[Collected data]
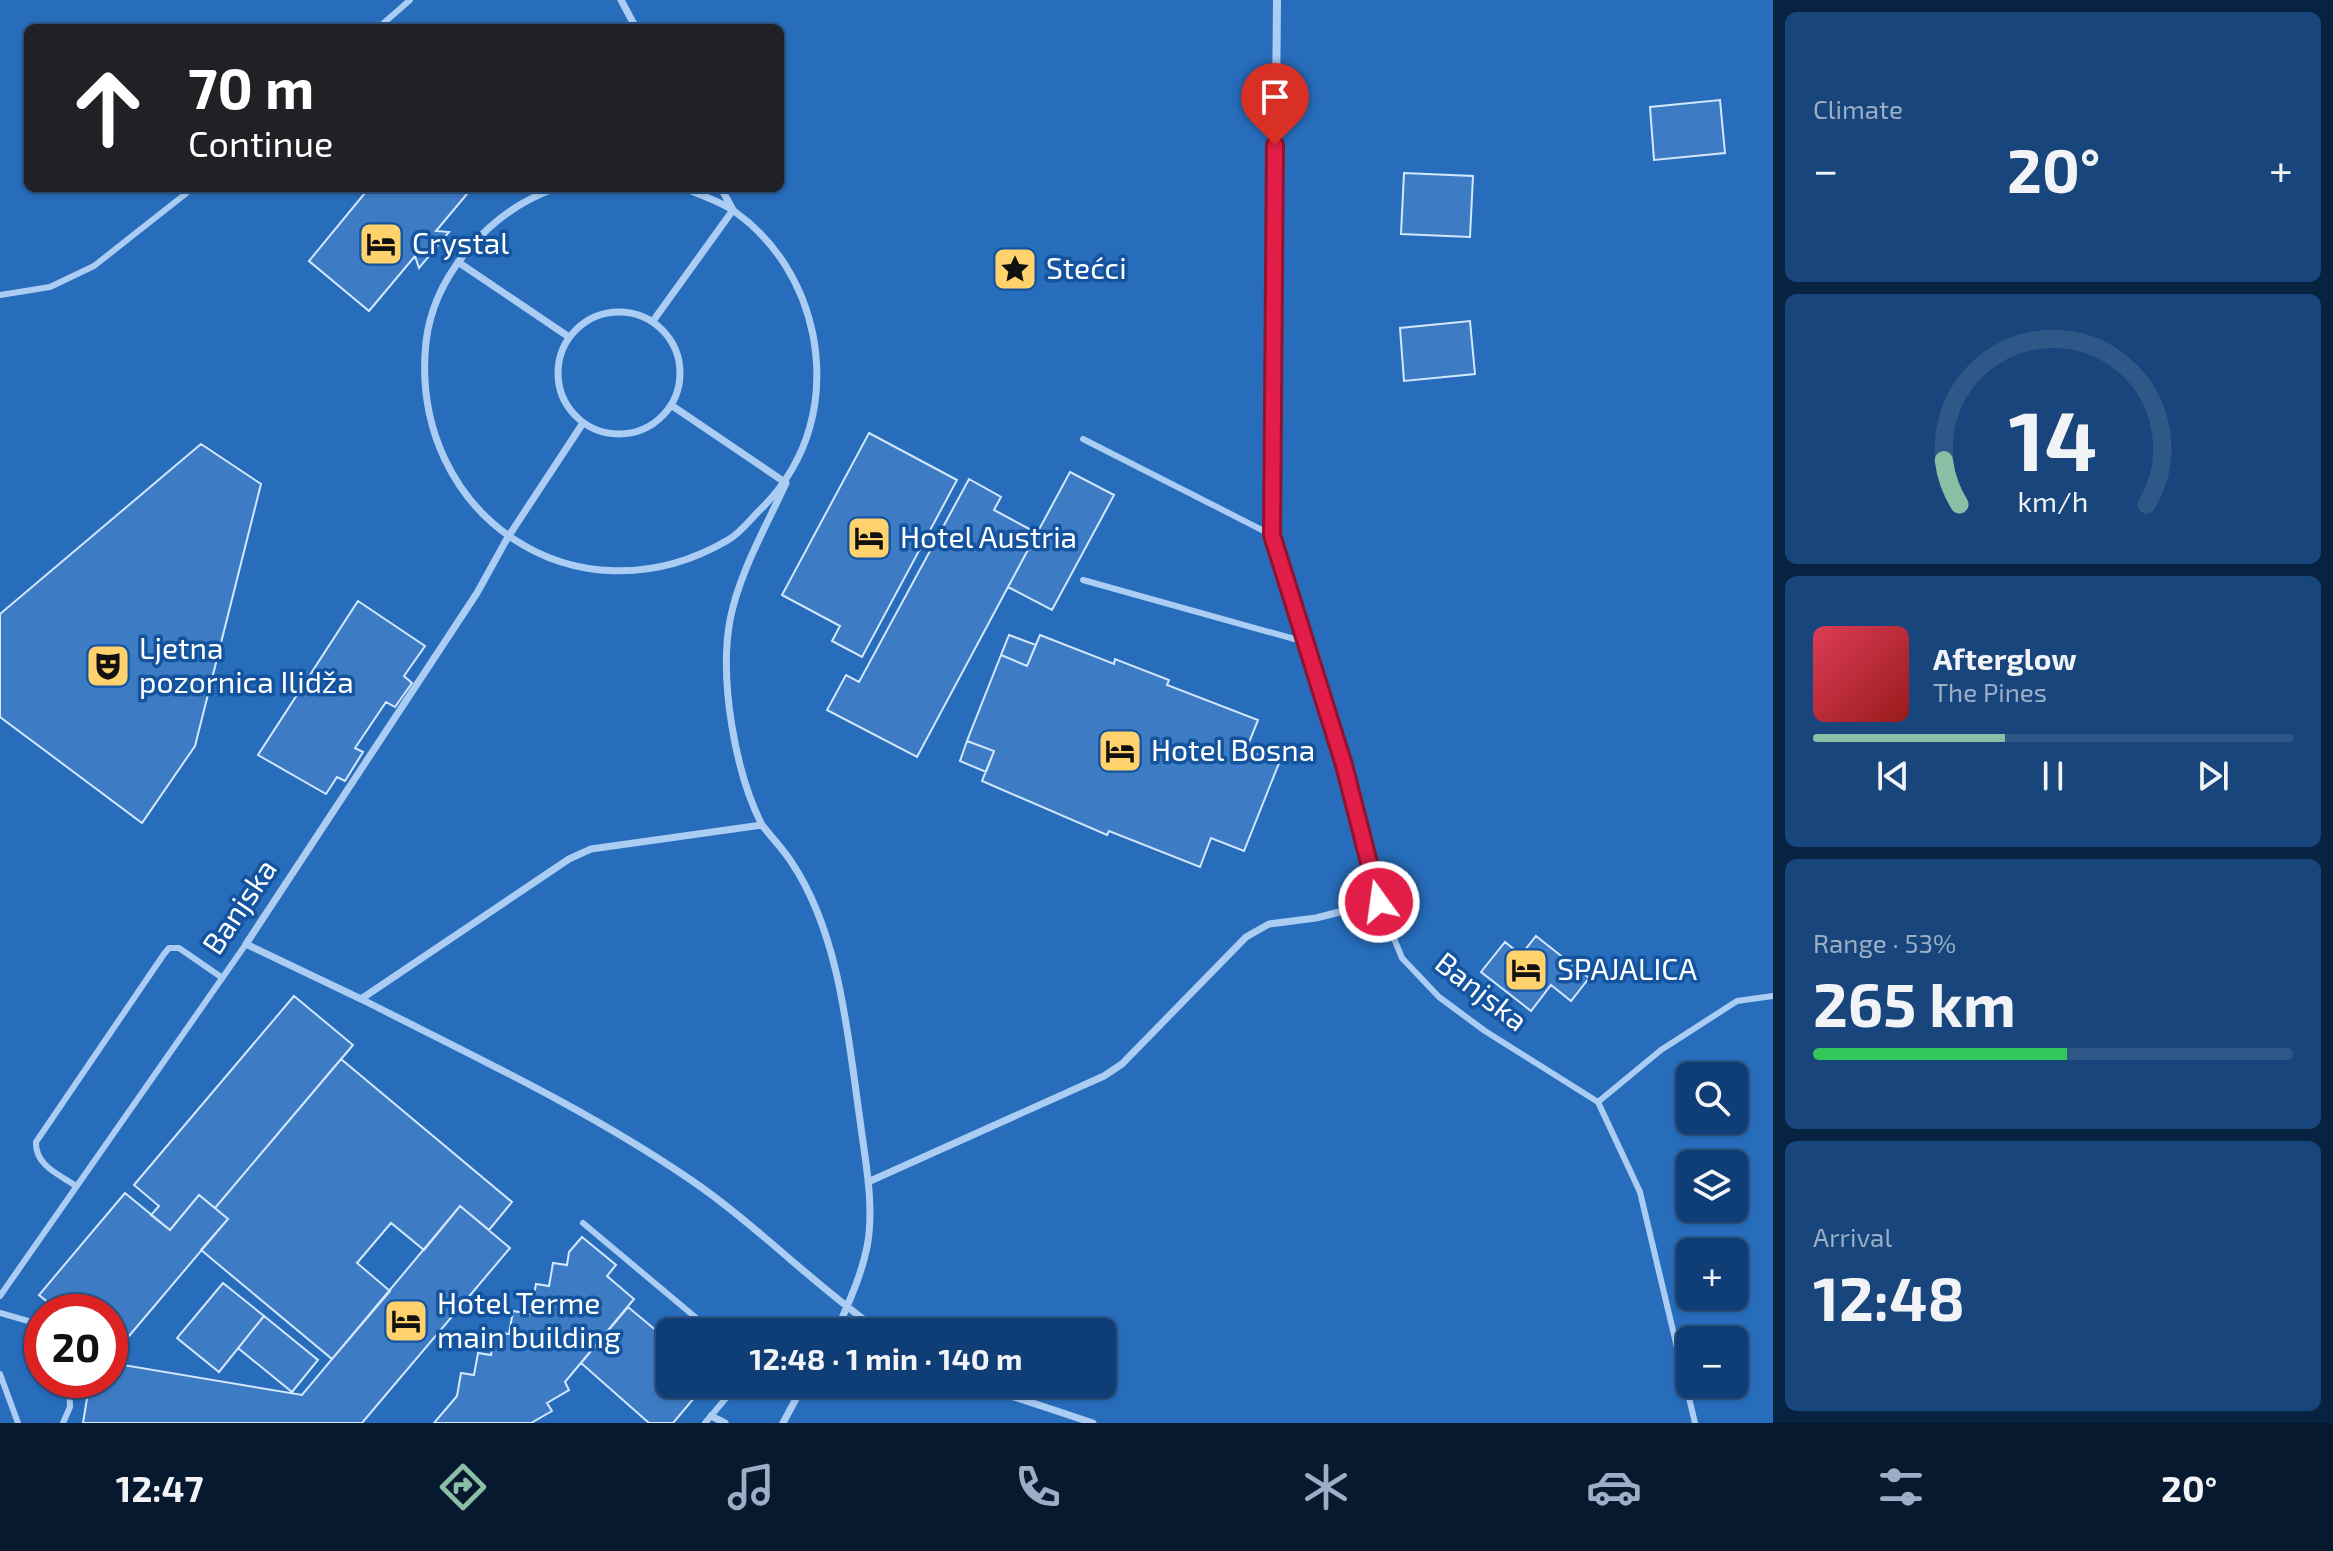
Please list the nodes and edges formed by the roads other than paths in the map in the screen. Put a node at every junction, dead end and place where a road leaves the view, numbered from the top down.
1 (410, 0) edge
2 (621, 0) edge
3 (1277, 0) edge
4 (383, 24) edge
5 (634, 24) edge
6 (188, 192) edge
7 (543, 192) edge
8 (693, 192) edge
9 (723, 192) edge
10 (733, 210) junction
11 (458, 262) junction
12 (0, 295) edge
13 (653, 321) junction
14 (569, 337) junction
15 (671, 405) junction
16 (583, 423) junction
17 (1083, 439) dead end
18 (786, 483) junction
19 (1272, 535) junction
20 (508, 537) junction
21 (1083, 580) dead end
22 (1305, 642) junction
23 (762, 825) junction
24 (1379, 902) junction
25 (246, 944) junction
26 (221, 977) junction
27 (1773, 996) edge
28 (361, 999) junction
29 (1598, 1102) junction
30 (868, 1182) junction
31 (76, 1186) junction
32 (583, 1223) dead end
33 (0, 1296) edge
34 (846, 1308) junction
35 (0, 1313) edge
36 (696, 1318) edge
37 (842, 1318) edge
38 (861, 1318) edge
39 (24, 1320) edge
40 (0, 1374) edge
41 (70, 1398) edge
42 (726, 1398) edge
43 (796, 1398) edge
44 (1017, 1398) edge
45 (708, 1420) edge
46 (18, 1423) edge
47 (63, 1423) edge
48 (725, 1423) edge
49 (783, 1423) edge
50 (1093, 1423) edge
51 (1695, 1423) edge

1 - 4 lane
2 - 5 street
3 - 19 street
6 - 12 lane
7 - 11 street
8 - 10 street
9 - 10 street
10 - 13 street
10 - 18 street
11 - 14 street
11 - 20 street
13 - 14 street
13 - 15 street
14 - 16 street
15 - 16 street
15 - 18 street
16 - 20 street, Banjska
17 - 19 lane
18 - 20 street
18 - 23 street
19 - 22 lane, Banjska
20 - 25 street, Banjska
21 - 22 lane
22 - 24 lane, Banjska
23 - 28 street
23 - 30 street
24 - 29 lane, Banjska
24 - 30 street
25 - 26 lane, Banjska
25 - 28 street
26 - 31 lane, Banjska
26 - 31 lane
27 - 29 lane
28 - 34 street
29 - 51 lane
30 - 34 street
31 - 33 lane, Banjska
32 - 36 lane
34 - 37 street
34 - 38 street
35 - 39 lane
40 - 46 lane
41 - 47 lane
42 - 45 lane
43 - 49 street
44 - 50 street
45 - 48 street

**What is being asked:** Work through the records above. Copy every line with the string "Banjska".

**Written reply:**
16 - 20 street, Banjska
19 - 22 lane, Banjska
20 - 25 street, Banjska
22 - 24 lane, Banjska
24 - 29 lane, Banjska
25 - 26 lane, Banjska
26 - 31 lane, Banjska
31 - 33 lane, Banjska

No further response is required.